Natural colors are the most effective. For example, if you’re fishing for Rainbow Trout, then it’s best to match the hatch with a Rainbow Trout color. Begin with natural colors and work your way toward brighter colors when water clarity is stained.

3.) Ultralight Fishing: Micro Worms

Microworms are a perfect lure for when nightcrawlers aren’t available. Using an ultra-light bobber setup, you can drift your worm along undercut banks, brush piles, boulders, etc. If you’re certain the fish on your stream or lake have transitioned to winter, then try finding those deep pockets. For example, on rivers, a long tail out that leads to a deep, slow-moving pool is a perfect place for trout to rest during winter.

Another reason I like fishing microworms or any bobber setup is that you place your presentation right in front of the fish. Often in winter, trout will avoid chasing down prey, especially in moving water, thus using up calories, and potentially losing a meal. But a slow-moving entre brought right to their mouth is a different story!

Selecting Micro worms

Most often, colors ranging from pink to more natural colors like dark green and brown are perfect for creeks and rivers. Using a 1/16 oz jig head, thread the worm down the shank of the hook until it appears even on the hook ( the worm shouldn’t be bunched up on the hook).
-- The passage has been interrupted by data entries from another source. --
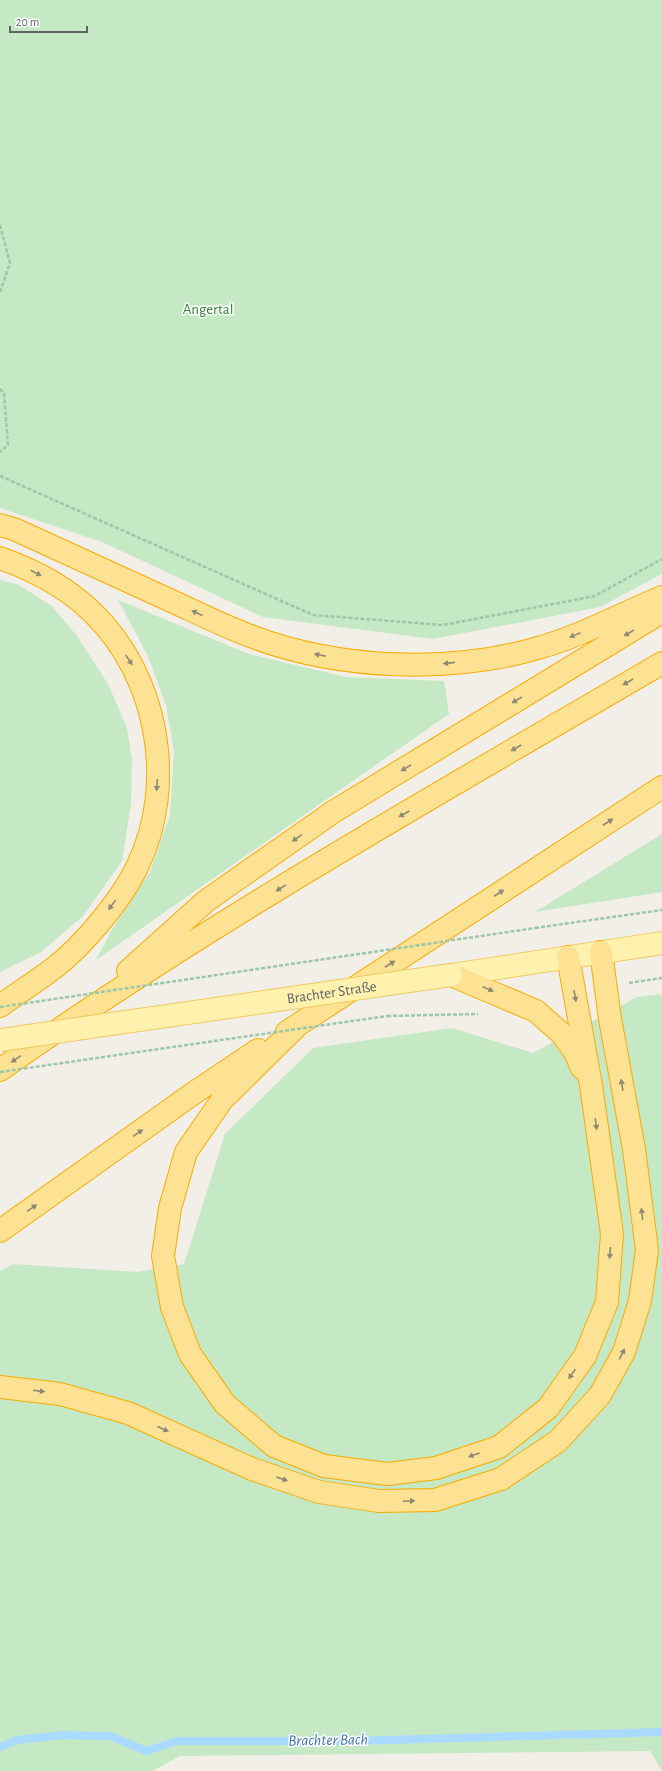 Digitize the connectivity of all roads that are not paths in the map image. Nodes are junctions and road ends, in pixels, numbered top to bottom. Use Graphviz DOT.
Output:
graph roads {
  1 [pos="0,525"];
  2 [pos="0,558"];
  3 [pos="662,597"];
  4 [pos="662,612"];
  5 [pos="662,663"];
  6 [pos="662,787"];
  7 [pos="662,943"];
  8 [pos="601,952"];
  9 [pos="568,957"];
  10 [pos="452,975"];
  11 [pos="0,1006"];
  12 [pos="83,1012"];
  13 [pos="299,1024"];
  14 [pos="0,1040"];
  15 [pos="0,1071"];
  16 [pos="591,1086"];
  17 [pos="0,1231"];
  18 [pos="0,1386"];
  3 -- 1 [label="highway, one-way"];
  2 -- 11 [label="highway, one-way"];
  4 -- 12 [label="highway, one-way"];
  5 -- 12 [label="highway, one-way"];
  13 -- 6 [label="highway, one-way"];
  7 -- 8 [label="main road, Brachter Straße"];
  8 -- 9 [label="main road, Brachter Straße"];
  18 -- 8 [label="highway, one-way"];
  9 -- 10 [label="main road, Brachter Straße"];
  9 -- 16 [label="highway, one-way"];
  10 -- 14 [label="main road, Brachter Straße, bridge"];
  10 -- 16 [label="highway, one-way"];
  12 -- 15 [label="highway, one-way"];
  16 -- 13 [label="highway, one-way"];
  17 -- 13 [label="highway, one-way"];
} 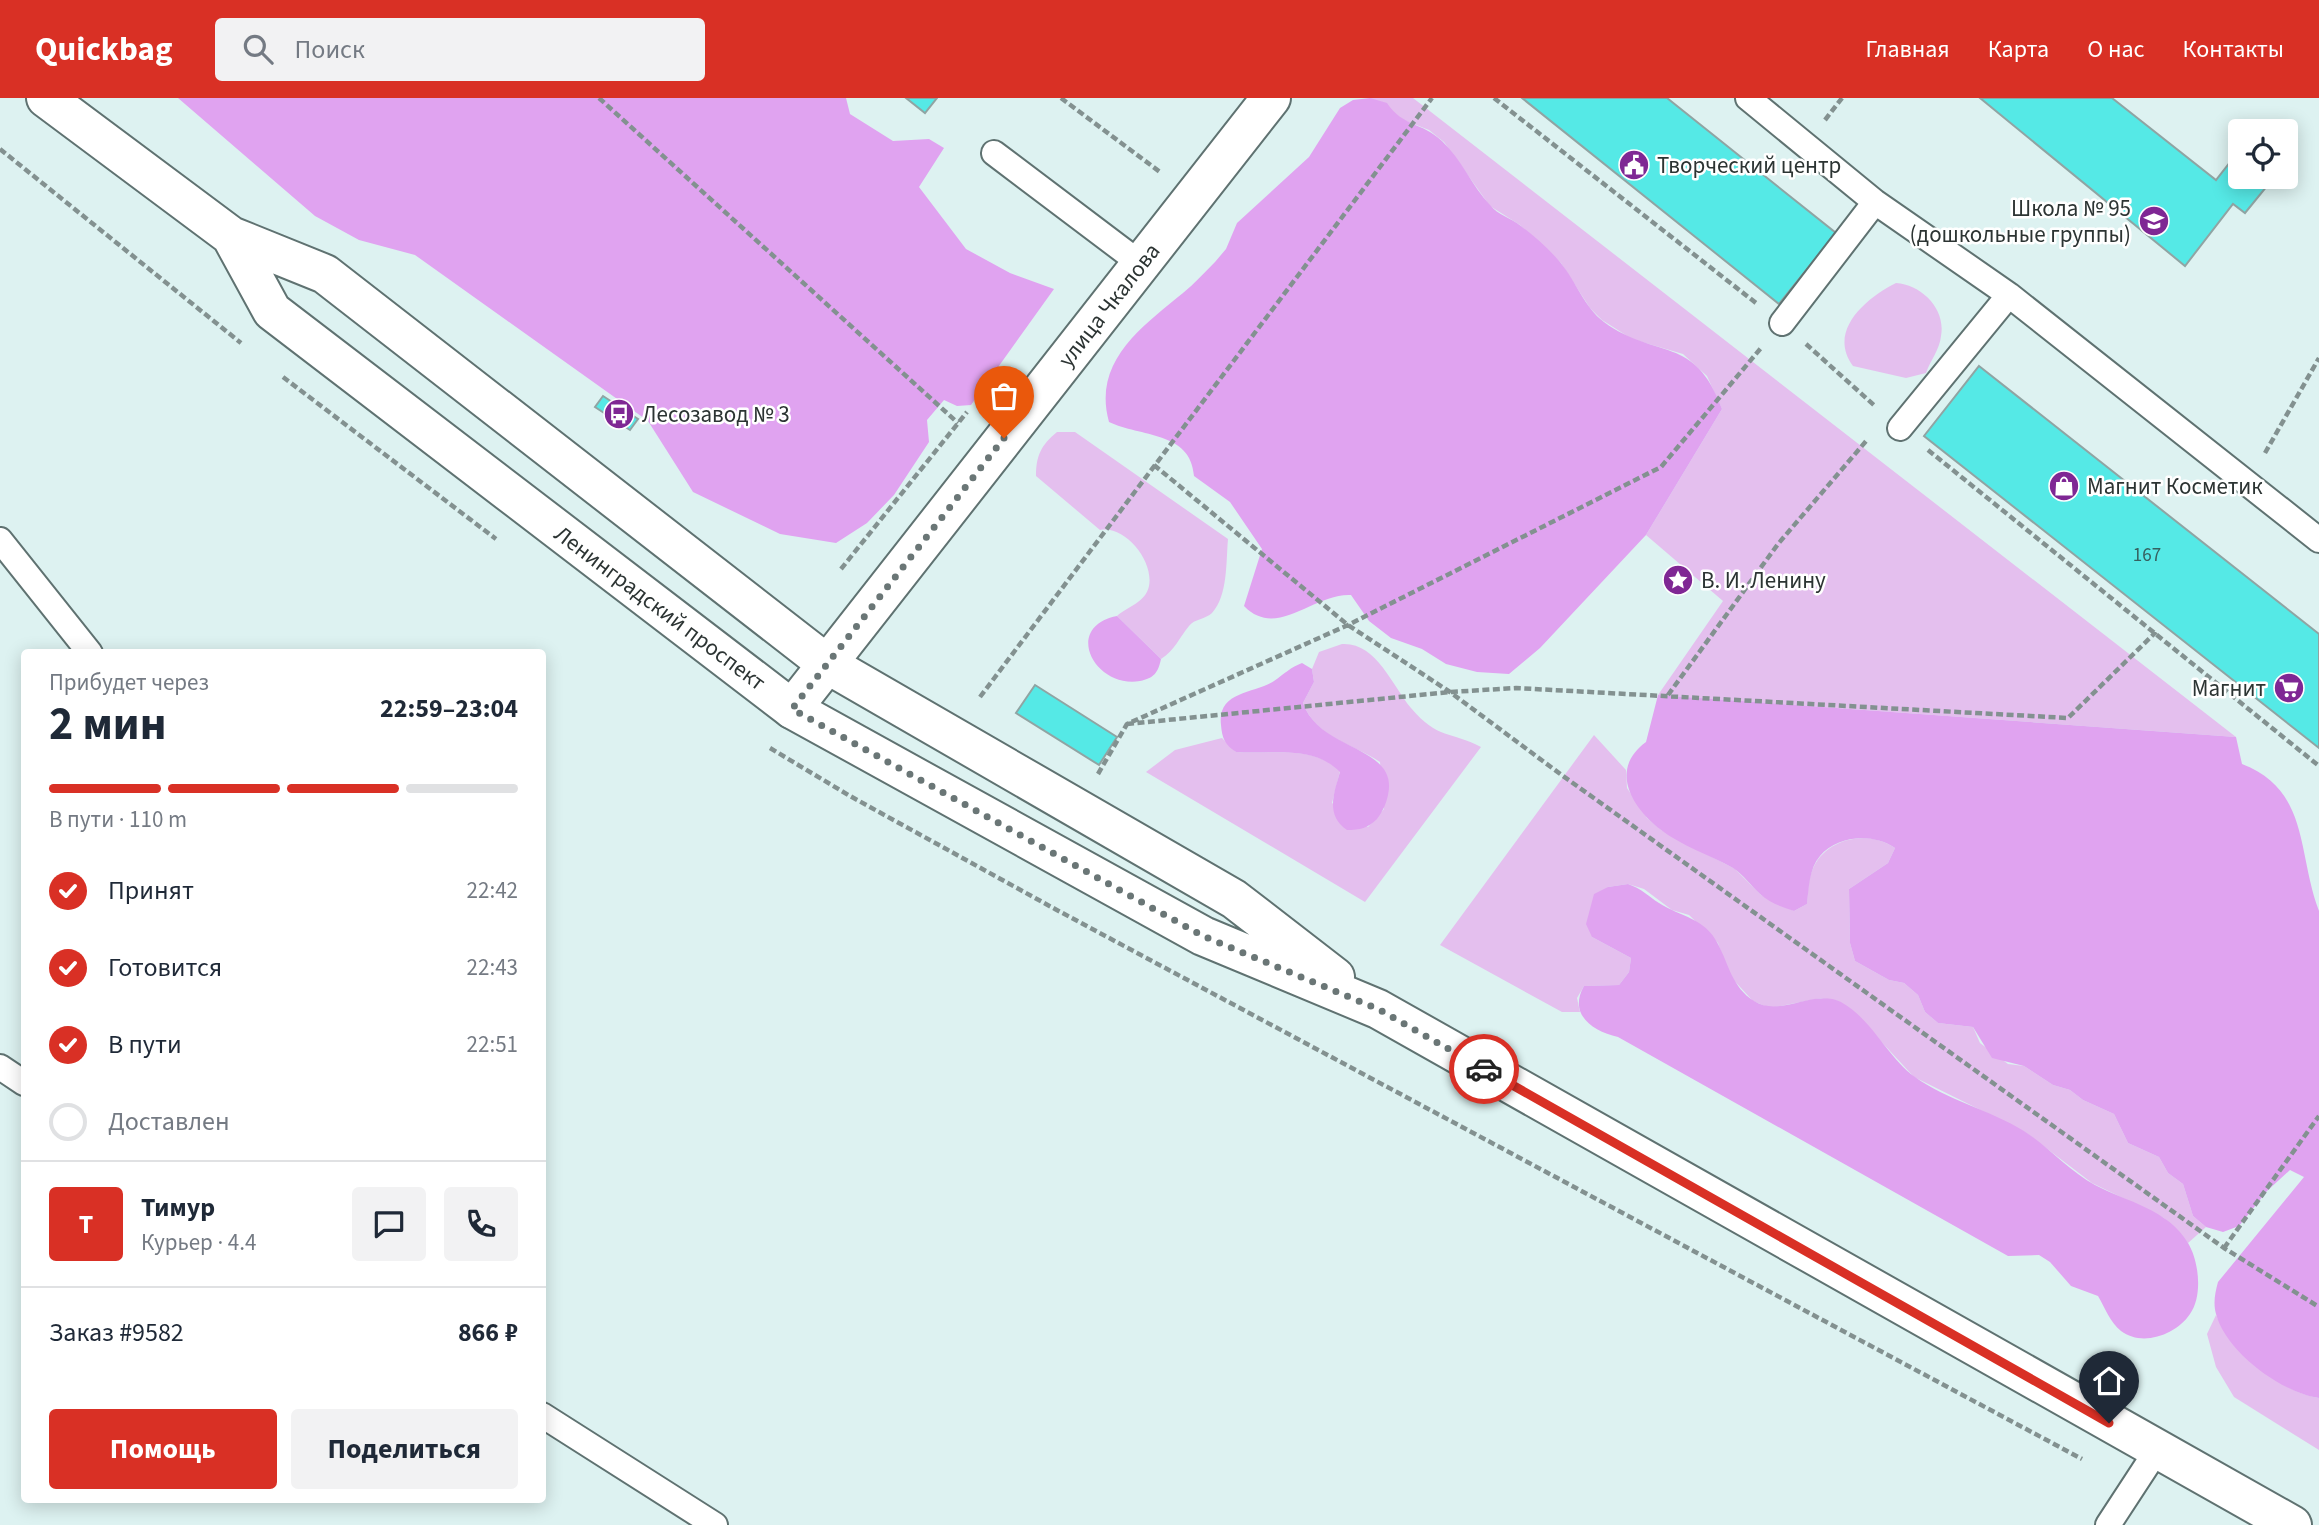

For jig head colors, white or black tend to match the water conditions well.

4.) Leech Fly Patterns

Commonly found in waters across the country, leeches are a natural part of a trout’s diet. What’s more, it’s perfect for when conditions are tough. Like microworms, you can use an ultralight bobber set up with a braided line to a 2-6 lb fluorocarbon leader and drift it along slow-moving water in creeks and rivers. If you’re fishing smaller water, try starting at the bottom of the run and work your way back up to avoid spooking any fish.

Secure a split-shot weight ( or two) if the current is moving along quickly to get your leech into the optimal strike zone. If you see fish feeding on the bottom, try using a split shot to weigh your leech down.

Selecting a Leech

Effective leech patterns include black, brown, and grey/ white. Brands that many anglers tend to rely on in winter include:

  • Bunny Leeches
  • Cheech Leeches
  • Pine Squirrel Leech

5.) Ultralight Fishing: Spinners

Spinners like Mepps and Panther Martins are the tried and true. Few lures on the market are as versatile and effective as baitfish imitators as these metal killers. And even though trout are sluggish, they still eat baitfish in winter. When fishing a spinner, cast upstream and retrieve your lure down with the current. Reel fast to keep the blades moving and flashing. Spinners are most effective in lower light scenarios, early morning, and early evening. Or, you can target shaded areas.

And, as always, fish in slower water. Currents near boulders and logs are perfect resting places for trout in winter, so try retrieving your spinner alongside cover like this where the current slows. Some great spinner brands  to try:

  • Mepps Aglia Light Spinner 1/18th oz. 
  • Panther Martin 
  • Wordens Rooster Tail 1/16th oz

 Ultralight Fishing: Selecting Spinners

It’s best to select a spinner that matches the baitfish in your waters. Some good starters are Rainbow Trout patterns and Brown Trout patterns with silver blades.

Final thoughts

All in all, these ultralight lures are pretty effective in winter when thrown on light tackle. Having the correct presentation will provide you with a more comfortable winter fishing experience. Start with the lures above and experiment with others to find that perfect set you feel confident with. The most effective strategy this time of year is keeping your presentation small and slow-moving.